2024-03-18 - AMER & EMEA - DNSWatch DNS resolution issues
Incident Report for WatchGuard Technologies
Postmortem



Initial Event Summary: The WatchGuard DNSWatch DNS Resolution service experienced a service disruption in the Americas and Europe regions between approximately March 18th 09:55 UTC and March 18th 14:49 UTC. This resulted in the DNSWatch DNS Resolution service failing to process DNS requests. The event is now resolved, and all DNSWatch services are now operating normally for all users.



Initial Event Findings: At approximately 09:55 UTC on March 18th, 2024, our on-call engineers were alerted to a potential issue in the EMEA Gateway service and found that the resolvers in our Americas region were affected as well.  During our investigation, high CPU usage was observed on several backend servers resulting in an inability to process DNS requests.  The high CPU load was related to a recently updated service component.  Our teams worked to mitigate the impact caused and immediately began to rollback the changes, and at approximately 13:40 UTC, the Europe DNS Resolution service was restored, and at 14:50 UTC, the Americas DNS Resolution service was restored.



We're working on completing an in-depth analysis of this event.



We sincerely apologize for the impact on our affected customers, and we know the stability of the DNSWatch is important to you and your business. At WatchGuard, we will never be satisfied with anything less than perfect operational performance and will continue to do everything we can to drive improvements across our services.

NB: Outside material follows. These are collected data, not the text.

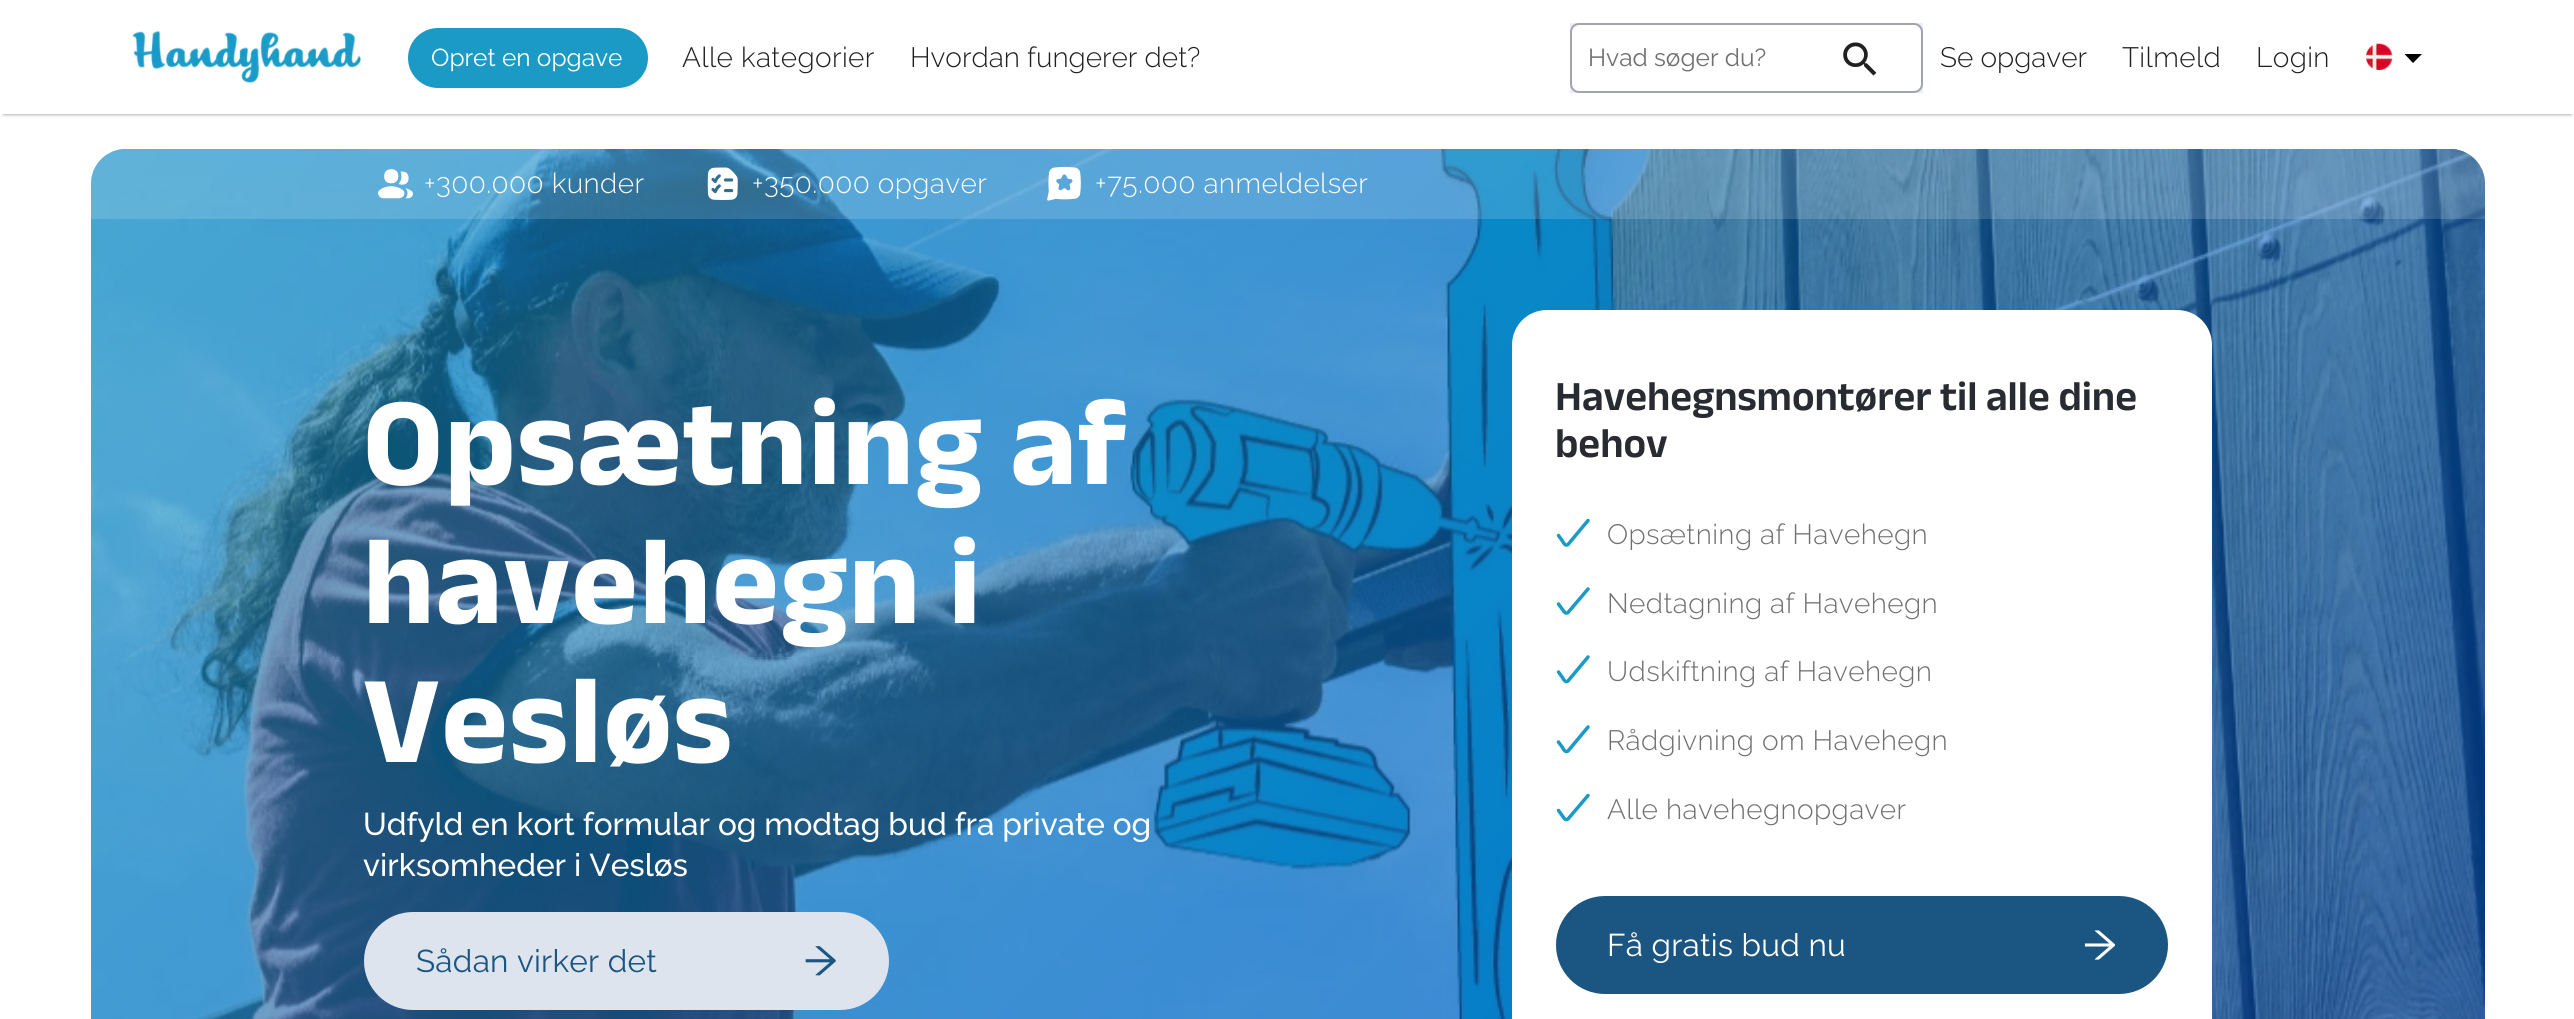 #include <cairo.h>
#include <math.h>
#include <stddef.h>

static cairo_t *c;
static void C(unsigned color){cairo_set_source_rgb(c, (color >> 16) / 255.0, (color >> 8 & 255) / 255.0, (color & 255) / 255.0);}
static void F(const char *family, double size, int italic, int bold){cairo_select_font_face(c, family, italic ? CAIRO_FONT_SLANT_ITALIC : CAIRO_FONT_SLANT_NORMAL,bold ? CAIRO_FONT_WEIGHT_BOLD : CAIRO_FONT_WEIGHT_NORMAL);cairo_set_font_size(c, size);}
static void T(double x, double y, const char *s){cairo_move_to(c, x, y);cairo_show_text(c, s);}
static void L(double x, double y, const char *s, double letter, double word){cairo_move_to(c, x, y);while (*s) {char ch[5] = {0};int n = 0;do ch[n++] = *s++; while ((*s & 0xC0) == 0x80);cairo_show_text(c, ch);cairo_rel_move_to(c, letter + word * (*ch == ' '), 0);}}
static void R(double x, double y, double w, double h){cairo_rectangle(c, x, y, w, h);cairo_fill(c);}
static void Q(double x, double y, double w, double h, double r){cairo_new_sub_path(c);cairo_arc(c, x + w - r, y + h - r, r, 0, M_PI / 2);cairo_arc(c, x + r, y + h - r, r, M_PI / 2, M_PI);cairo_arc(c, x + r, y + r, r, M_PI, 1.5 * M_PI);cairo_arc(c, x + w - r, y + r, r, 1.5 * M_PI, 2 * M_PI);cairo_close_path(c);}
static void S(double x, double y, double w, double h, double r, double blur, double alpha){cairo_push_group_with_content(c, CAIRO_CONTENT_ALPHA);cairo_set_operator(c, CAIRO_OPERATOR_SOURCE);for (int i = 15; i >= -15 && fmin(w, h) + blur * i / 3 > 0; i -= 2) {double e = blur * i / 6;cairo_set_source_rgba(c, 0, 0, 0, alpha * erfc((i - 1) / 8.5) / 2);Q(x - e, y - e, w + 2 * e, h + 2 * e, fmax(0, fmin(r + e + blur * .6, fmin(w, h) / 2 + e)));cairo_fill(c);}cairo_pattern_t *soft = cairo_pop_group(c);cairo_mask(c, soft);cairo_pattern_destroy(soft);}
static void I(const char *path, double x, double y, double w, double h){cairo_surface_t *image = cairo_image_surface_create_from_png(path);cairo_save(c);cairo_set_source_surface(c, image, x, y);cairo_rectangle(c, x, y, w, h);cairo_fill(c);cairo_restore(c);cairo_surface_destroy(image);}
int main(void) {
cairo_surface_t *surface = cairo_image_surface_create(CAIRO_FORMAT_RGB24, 2574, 1019);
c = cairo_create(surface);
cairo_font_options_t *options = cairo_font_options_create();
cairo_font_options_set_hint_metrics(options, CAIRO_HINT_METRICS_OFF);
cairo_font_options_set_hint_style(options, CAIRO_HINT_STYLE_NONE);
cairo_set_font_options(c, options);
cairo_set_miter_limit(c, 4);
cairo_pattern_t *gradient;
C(0xffffff);
cairo_paint(c);
C(0x000000);
S(4,7,2567,107,0,2,.5);
C(0xffffff);
R(0,3,2574,111);
I("1.png",132,31,229,52);
C(0x1b9ac6);
Q(408,28,240,60,30);
cairo_fill(c);
F("Raleway",24.5,0,0);
C(0xffffff);
T(431,66,"Opret en opgave");
F("Raleway Light",28,0,0);
C(0x202020);
L(682,67,"Alle kategorier",.4,0);
T(910,67,"Hvordan fungerer det?");
C(0xe9eef6);
R(1570,23,353,70);
C(0xffffff);
Q(1571,24,351,68,8);
cairo_fill_preserve(c);
C(0xa1a2b2);
cairo_stroke(c);
F("Raleway",24.5,0,0);
C(0x707070);
T(1588,66,"Hvad søger du?");
I("2.png",1843,42,34,34);
F("Raleway Light",28,0,0);
C(0x202020);
T(1940,67,"Se opgaver");
L(2122,67,"Tilmeld",.4,0);
L(2256,67,"Login",.4,0);
I("3.png",2366,43,27,27);
C(0x000000);
cairo_new_path(c);
cairo_move_to(c,2404.5,54);
cairo_line_to(c,2422,54);
cairo_line_to(c,2413,63);
cairo_close_path(c);
cairo_fill(c);
I("4.png",91,149,2394,870);
gradient = cairo_pattern_create_linear(414,-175,2162,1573);
cairo_pattern_add_color_stop_rgba(gradient,0,0.106,0.604,0.776,.6);
cairo_pattern_add_color_stop_rgba(gradient,1,0,0.322,0.8,.6);
cairo_set_source(c,gradient);
cairo_pattern_destroy(gradient);
cairo_new_path(c);
cairo_move_to(c,126,149);
cairo_line_to(c,2450,149);
cairo_curve_to(c,2469.5,149,2485,164.5,2485,184);
cairo_line_to(c,2485,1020);
cairo_line_to(c,91,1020);
cairo_line_to(c,91,184);
cairo_curve_to(c,91,164.5,106.5,149,126,149);
cairo_close_path(c);
cairo_fill(c);
cairo_set_source_rgba(c,1,1,1,0.15);
cairo_new_path(c);
cairo_move_to(c,126,149);
cairo_line_to(c,2450,149);
cairo_curve_to(c,2469.5,149,2485,164.5,2485,184);
cairo_line_to(c,2485,219);
cairo_line_to(c,91,219);
cairo_line_to(c,91,184);
cairo_curve_to(c,91,164.5,106.5,149,126,149);
cairo_close_path(c);
cairo_fill(c);
I("5.png",378,169,35,30);
C(0xffffff);
L(424,193,"+300.000 kunder",.4,0);
I("6.png",707,167,31,33);
L(752,193,"+350.000 opgaver",.4,0);
I("7.png",1047,166,34,35);
L(1095,193,"+75.000 anmeldelser",.4,0);
F("Anek Latin",126,0,1);
L(363,484,"Opsætning af",1.4,0);
L(363,623,"havehegn i",1.4,0);
L(363,762,"Vesløs",1.4,0);
F("Raleway Medium",31.5,0,0);
T(363,835,"Udfyld en kort formular og modtag bud fra private og");
T(363,876,"virksomheder i Vesløs");
C(0xdde4ee);
Q(364,912,525,98,49);
cairo_fill(c);
F("Raleway",31.5,0,0);
C(0x1a5681);
L(416,972,"Sådan virker det",.25,0);
I("8.png",805,946,31,30);
C(0xffffff);
cairo_new_path(c);
cairo_move_to(c,1547,310);
cairo_line_to(c,2177,310);
cairo_curve_to(c,2196.5,310,2212,325.5,2212,345);
cairo_line_to(c,2212,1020);
cairo_line_to(c,1512,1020);
cairo_line_to(c,1512,345);
cairo_curve_to(c,1512,325.5,1527.5,310,1547,310);
cairo_close_path(c);
cairo_fill(c);
F("Anek Latin SemiBold",42,0,0);
C(0x292b32);
T(1555,410,"Havehegnsmontører til alle dine");
T(1555,457,"behov");
cairo_new_path(c);
cairo_move_to(c,1558.5,535.5);
cairo_line_to(c,1562.5,541);
cairo_curve_to(c,1563.5,543,1565.5,546.5,1568,544.5);
cairo_line_to(c,1588,520.5);
C(0x1b9ac6);
cairo_set_line_width(c,3.5);
cairo_set_line_cap(c,CAIRO_LINE_CAP_ROUND);
cairo_set_line_join(c,CAIRO_LINE_JOIN_ROUND);
cairo_stroke(c);
F("Raleway Light",28,0,0);
C(0x707070);
L(1607,544,"Opsætning af Havehegn",.4,0);
cairo_new_path(c);
cairo_move_to(c,1558.5,604);
cairo_line_to(c,1562.5,609.5);
cairo_curve_to(c,1563.5,611,1565.5,614.5,1568,612.5);
cairo_line_to(c,1588,589);
C(0x1b9ac6);
cairo_stroke(c);
C(0x707070);
L(1607,613,"Nedtagning af Havehegn",.4,0);
cairo_new_path(c);
cairo_move_to(c,1558.5,672);
cairo_line_to(c,1562.5,677.5);
cairo_curve_to(c,1563.5,679.5,1565.5,683,1568,681);
cairo_line_to(c,1588,657);
C(0x1b9ac6);
cairo_stroke(c);
C(0x707070);
L(1607,681,"Udskiftning af Havehegn",.4,0);
cairo_new_path(c);
cairo_move_to(c,1558.5,742);
cairo_line_to(c,1562.5,747.5);
cairo_curve_to(c,1563.5,749.5,1565.5,753,1568,751);
cairo_line_to(c,1588,727);
C(0x1b9ac6);
cairo_stroke(c);
C(0x707070);
L(1607,750,"Rådgivning om Havehegn",.4,0);
cairo_new_path(c);
cairo_move_to(c,1558.5,810.5);
cairo_line_to(c,1562.5,816);
cairo_curve_to(c,1563.5,817.5,1565.5,821,1568,819);
cairo_line_to(c,1588,795.5);
C(0x1b9ac6);
cairo_stroke(c);
C(0x707070);
L(1607,819,"Alle havehegnopgaver",.4,0);
C(0x1a5681);
Q(1556,896,612,98,49);
cairo_fill(c);
F("Raleway",31.5,0,0);
C(0xffffff);
L(1607,956,"Få gratis bud nu",.25,0);
I("9.png",2084,930,31,30);
cairo_surface_write_to_png(surface, "o.png");
cairo_font_options_destroy(options);
cairo_destroy(c);
cairo_surface_destroy(surface);
return 0;
}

Posted Mar 22, 2024 - 14:15 UTC

Resolved
We are no longer experiencing issues with DNSWatch resolution and this incident is now resolved. We apologize for any impact this may have had on you or your customers.
Posted Mar 18, 2024 - 15:35 UTC
Monitoring
DNSWatch resolvers are operational in EMEA and AMER regions, we're monitoring to ensure system stability. We'll post our next update in 60 minutes, if not sooner.
Posted Mar 18, 2024 - 14:31 UTC
Update
Our teams have deployed a fix in EMEA region and is now operational, DNSWatch is still experiencing intermittent resolution issues in AMER region and a fix is underway. We apologize for the impact this event has caused. We'll post our next update in 1 hour, if not sooner. As a workaround, customers experiencing errors can switch off DNSWatch.
Posted Mar 18, 2024 - 14:02 UTC
Update
We continue to work on intermitent resolution issues in DNSWatch in EMEA and AMER regions. Our teams are working to restore normal operations and we apologize for the impact this event has caused. We'll post our next update in 1 hour, if not sooner. As a workaround, customers experiencing errors can switch off DNSWatch.
Posted Mar 18, 2024 - 12:37 UTC
Identified
We continue to work on DNSWatch DNS resolution issues in EMEA. Our teams are working to restore normal operations and we apologize for the impact this event has caused. We'll post our next update in 1 hour, if not sooner. As a workaround, customers experiencing errors can switch off DNSWatch.
Posted Mar 18, 2024 - 12:02 UTC
Update
AMER resolvers are operational. We continue with issues in EMEA. Please check back in 1 hour for updates. As a workaround, customers experiencing errors can switch off DNSWatch. Thanks for your patience.
Posted Mar 18, 2024 - 11:01 UTC
Investigating
We are currently experiencing issues with our DNS server resolvers in EMEA and AMER. As a workaround, customers experiencing errors can switch off DNSWatch.
Posted Mar 18, 2024 - 10:26 UTC
This incident affected: DNSWatch:::AMER (DNS:::AMER) and DNSWatch:::EMEA (DNS:::EMEA).